Tal efecto es mucho más potente que el efecto Barbaverde, que se presenta entre individuos con un “rasgo fijo” que cooperan de forma selectiva con otros que poseen el mismo rasgo.
Se supone que la discriminación por similitud es mucho más probable en los organismos simples con genes simples.
Nos dice Julián Caldecott en su obra “Agua” que “hay indicios de agua estructural en rocas a enorme profundidad (tanto como a 400 o 500 km), donde la temperatura supera los 1000 ºC”. Si así fuese, la cantidad almacenada de esta forma “sería mucho mayor que la de todos los mares, y la hidrosfera, muchas veces más voluminosa que la biosfera”.
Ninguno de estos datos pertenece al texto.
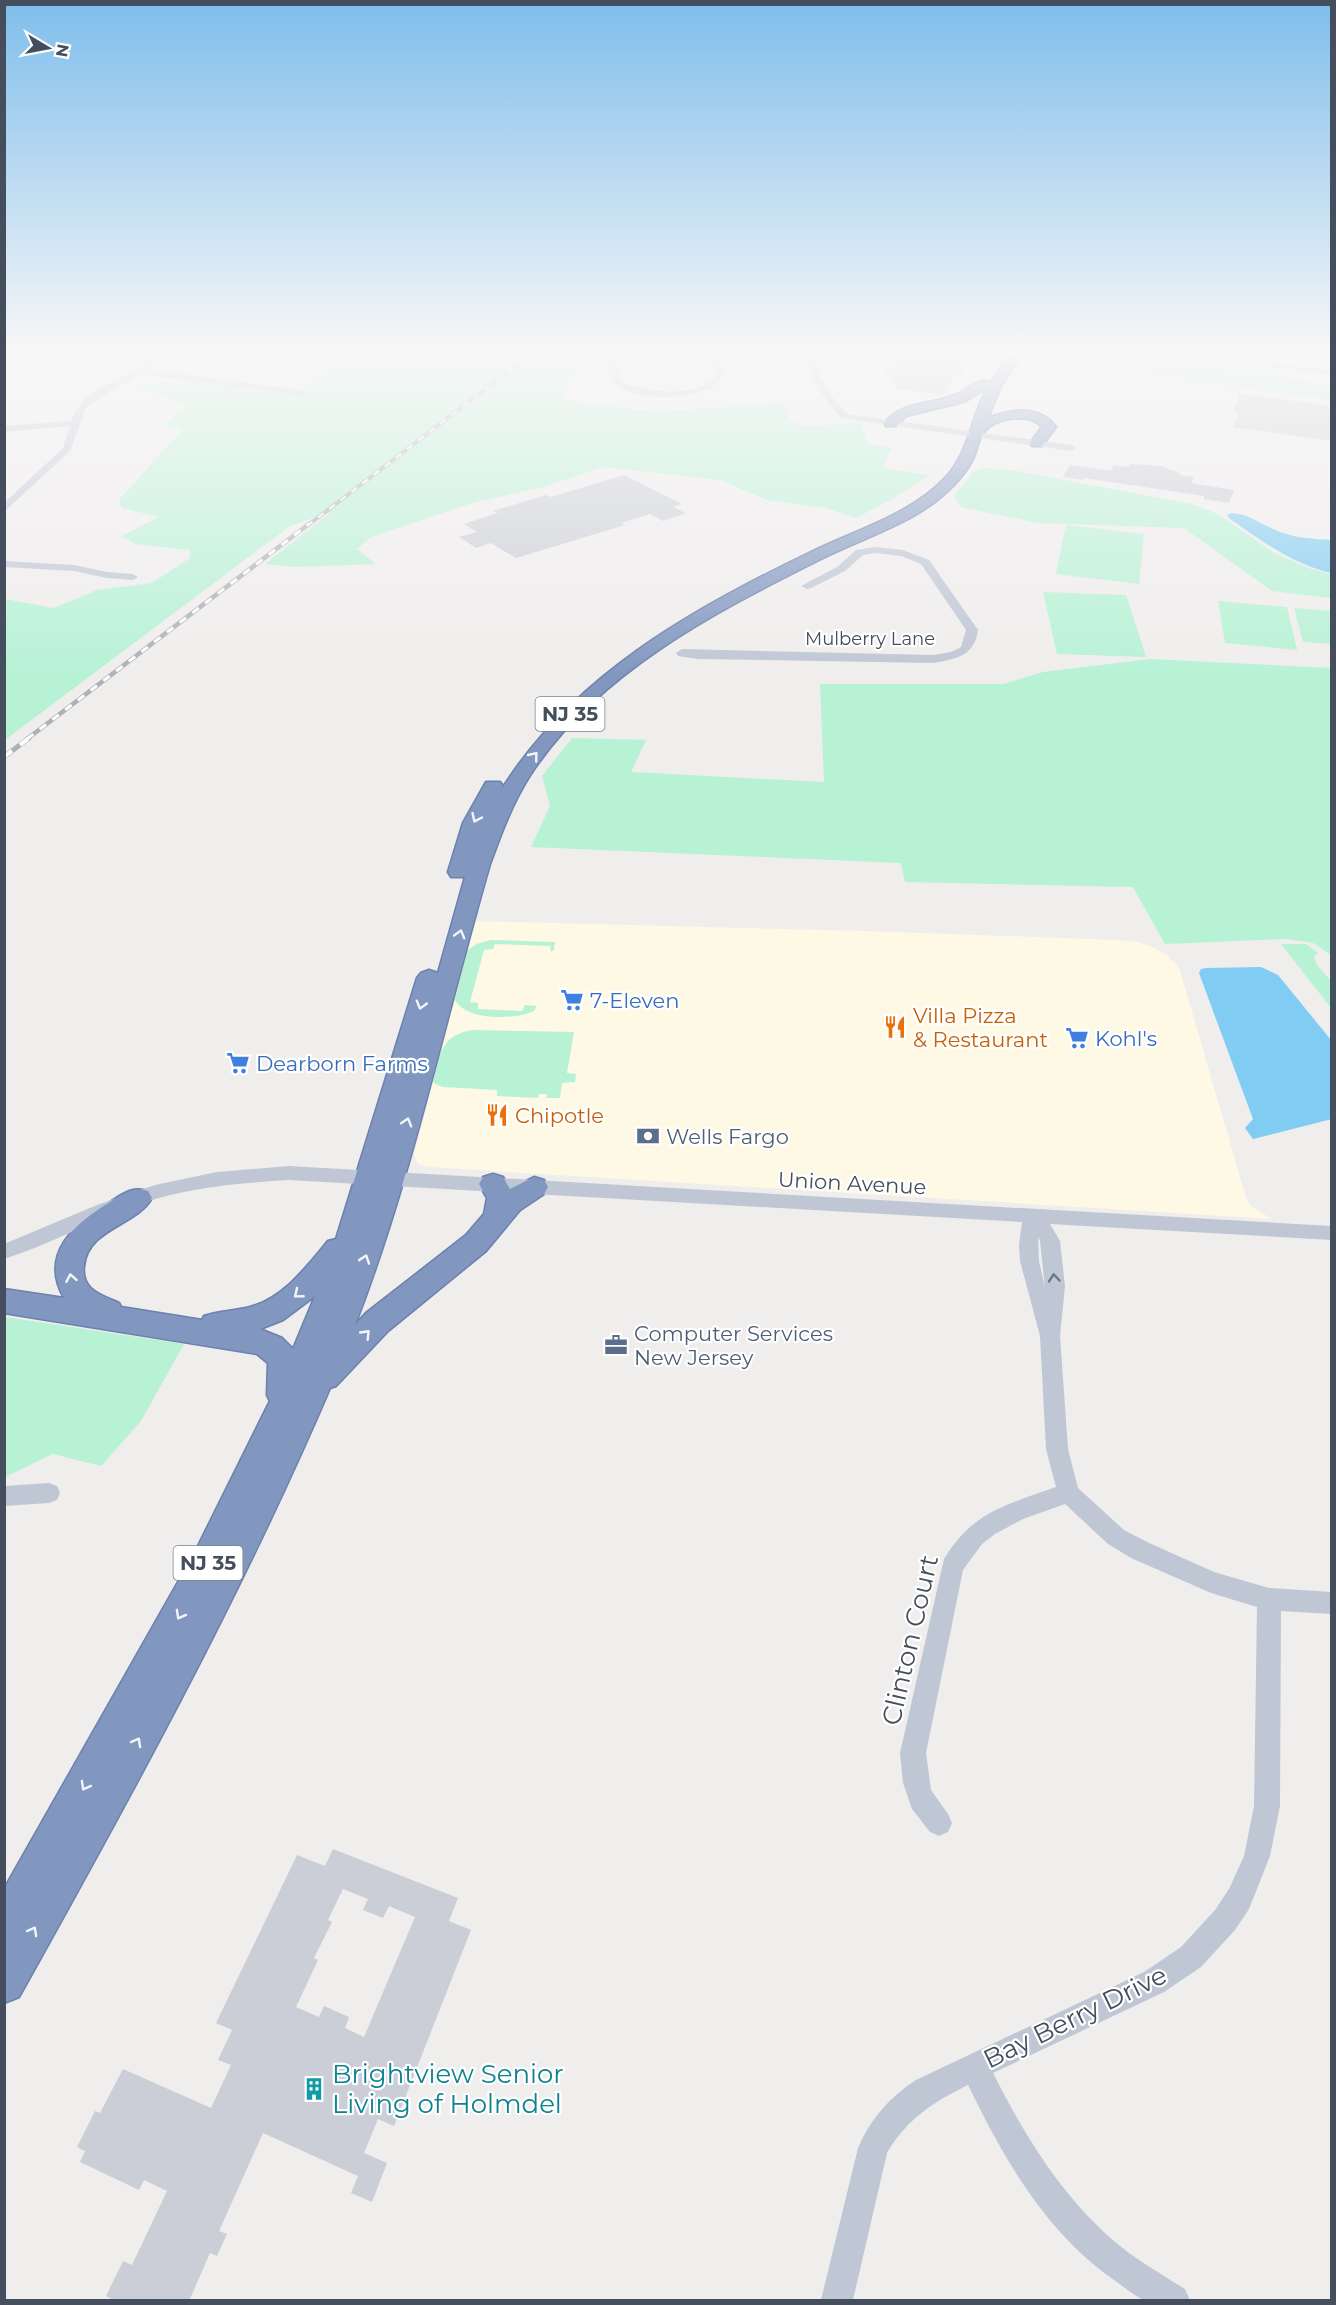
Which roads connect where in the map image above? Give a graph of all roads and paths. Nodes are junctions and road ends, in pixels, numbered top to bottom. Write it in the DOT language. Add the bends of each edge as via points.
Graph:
graph roads {
  1 [pos="53,463"];
  2 [pos="951,463"];
  3 [pos="966,463"];
  4 [pos="4,509"];
  5 [pos="4,564"];
  6 [pos="134,577"];
  7 [pos="807,586"];
  8 [pos="687,625"];
  9 [pos="682,653"];
  10 [pos="618,672"];
  11 [pos="380,1177"];
  12 [pos="493,1184"];
  13 [pos="534,1187"];
  14 [pos="138,1198"];
  15 [pos="498,1216"];
  16 [pos="1033,1216"];
  17 [pos="1332,1233"];
  18 [pos="350,1234"];
  19 [pos="4,1252"];
  20 [pos="4,1301"];
  21 [pos="131,1322"];
  22 [pos="176,1328"];
  23 [pos="311,1391"];
  24 [pos="282,1410"];
  25 [pos="49,1492"];
  26 [pos="1068,1493"];
  27 [pos="4,1496"];
  28 [pos="1269,1599"];
  29 [pos="1332,1603"];
  30 [pos="939,1823"];
  31 [pos="4,1930"];
  32 [pos="4,1982"];
  33 [pos="974,2066"];
  34 [pos="837,2301"];
  35 [pos="1174,2301"];
  1 -- 4 [label="street"];
  2 -- 11 [label="highway, NJ 35, one-way" via="923,493 896,510 712,599 646,640 555,713 518,749 473,823"];
  3 -- 8 [label="highway, NJ 35" via="924,503"];
  5 -- 6 [label="street"];
  7 -- 9 [label="street, Mulberry Lane" via="841,569 860,552 903,553 925,562 972,630 969,647 961,653 933,659"];
  8 -- 9 [label="highway" via="672,645"];
  8 -- 10 [label="highway, NJ 35"];
  9 -- 10 [label="highway" via="652,655"];
  11 -- 10 [label="highway, NJ 35, one-way" via="485,849 504,802 532,758 567,717"];
  11 -- 12 [label="street, Union Avenue"];
  11 -- 14 [label="street, Union Avenue" via="289,1173 238,1176 205,1180"];
  11 -- 18 [label="highway, NJ 35"];
  23 -- 11 [label="highway, NJ 35, one-way" via="359,1276"];
  12 -- 13 [label="street, Union Avenue"];
  12 -- 15 [label="highway" via="501,1197"];
  13 -- 15 [label="highway"];
  13 -- 16 [label="street, Union Avenue"];
  14 -- 19 [label="street, Union Avenue"];
  21 -- 14 [label="highway, one-way" via="84,1301 68,1275 70,1258 83,1237"];
  23 -- 15 [label="highway, one-way" via="377,1322 476,1243"];
  16 -- 17 [label="street, Union Avenue"];
  16 -- 26 [label="street" via="1028,1235 1033,1280 1050,1336 1057,1449"];
  18 -- 22 [label="highway, one-way" via="304,1290 277,1309 231,1324"];
  18 -- 24 [label="highway, NJ 35" via="316,1332"];
  20 -- 21 [label="highway"];
  21 -- 22 [label="highway"];
  22 -- 24 [label="highway" via="243,1337 278,1350 284,1361"];
  32 -- 23 [label="highway, NJ 35, one-way" via="244,1542"];
  24 -- 31 [label="highway, NJ 35, one-way" via="213,1554"];
  25 -- 27 [label="street"];
  26 -- 28 [label="street" via="1098,1522 1139,1550 1211,1582"];
  26 -- 30 [label="street, Clinton Court" via="993,1521 961,1549 952,1567 913,1770 920,1799"];
  28 -- 29 [label="street"];
  28 -- 33 [label="street, Bay Berry Drive" via="1267,1806 1257,1856 1239,1899 1209,1940 1170,1973"];
  33 -- 34 [label="street, Bay Berry Drive" via="913,2098 884,2128 873,2148"];
  33 -- 35 [label="street" via="1017,2151 1061,2211 1110,2258"];
}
Continúa dicho autor diciéndonos que también hay indicios de que una parte de tal agua en profundidad podría ascender hasta cerca de la superficie, interviniendo en erupciones volcánicas o recargando algunos acuíferos.
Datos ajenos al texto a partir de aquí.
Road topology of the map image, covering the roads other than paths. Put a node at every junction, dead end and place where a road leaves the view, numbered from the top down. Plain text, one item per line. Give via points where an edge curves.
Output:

El binomio agua-vida constituye una simbiosis basada en las extraordinarias propiedades del agua en relación a la vida. Por otro lado, se advierte que “el mundo se está volviendo peligrosamente inestable”: la biosfera parece presentar “una transformación evidente en todos sus sistemas”. Y es que aunque la biosfera siempre ha estado cambiando, en la actualidad el equilibrio lo perturbamos nosotros mismos, incluida, por supuesto, la crisis global del agua.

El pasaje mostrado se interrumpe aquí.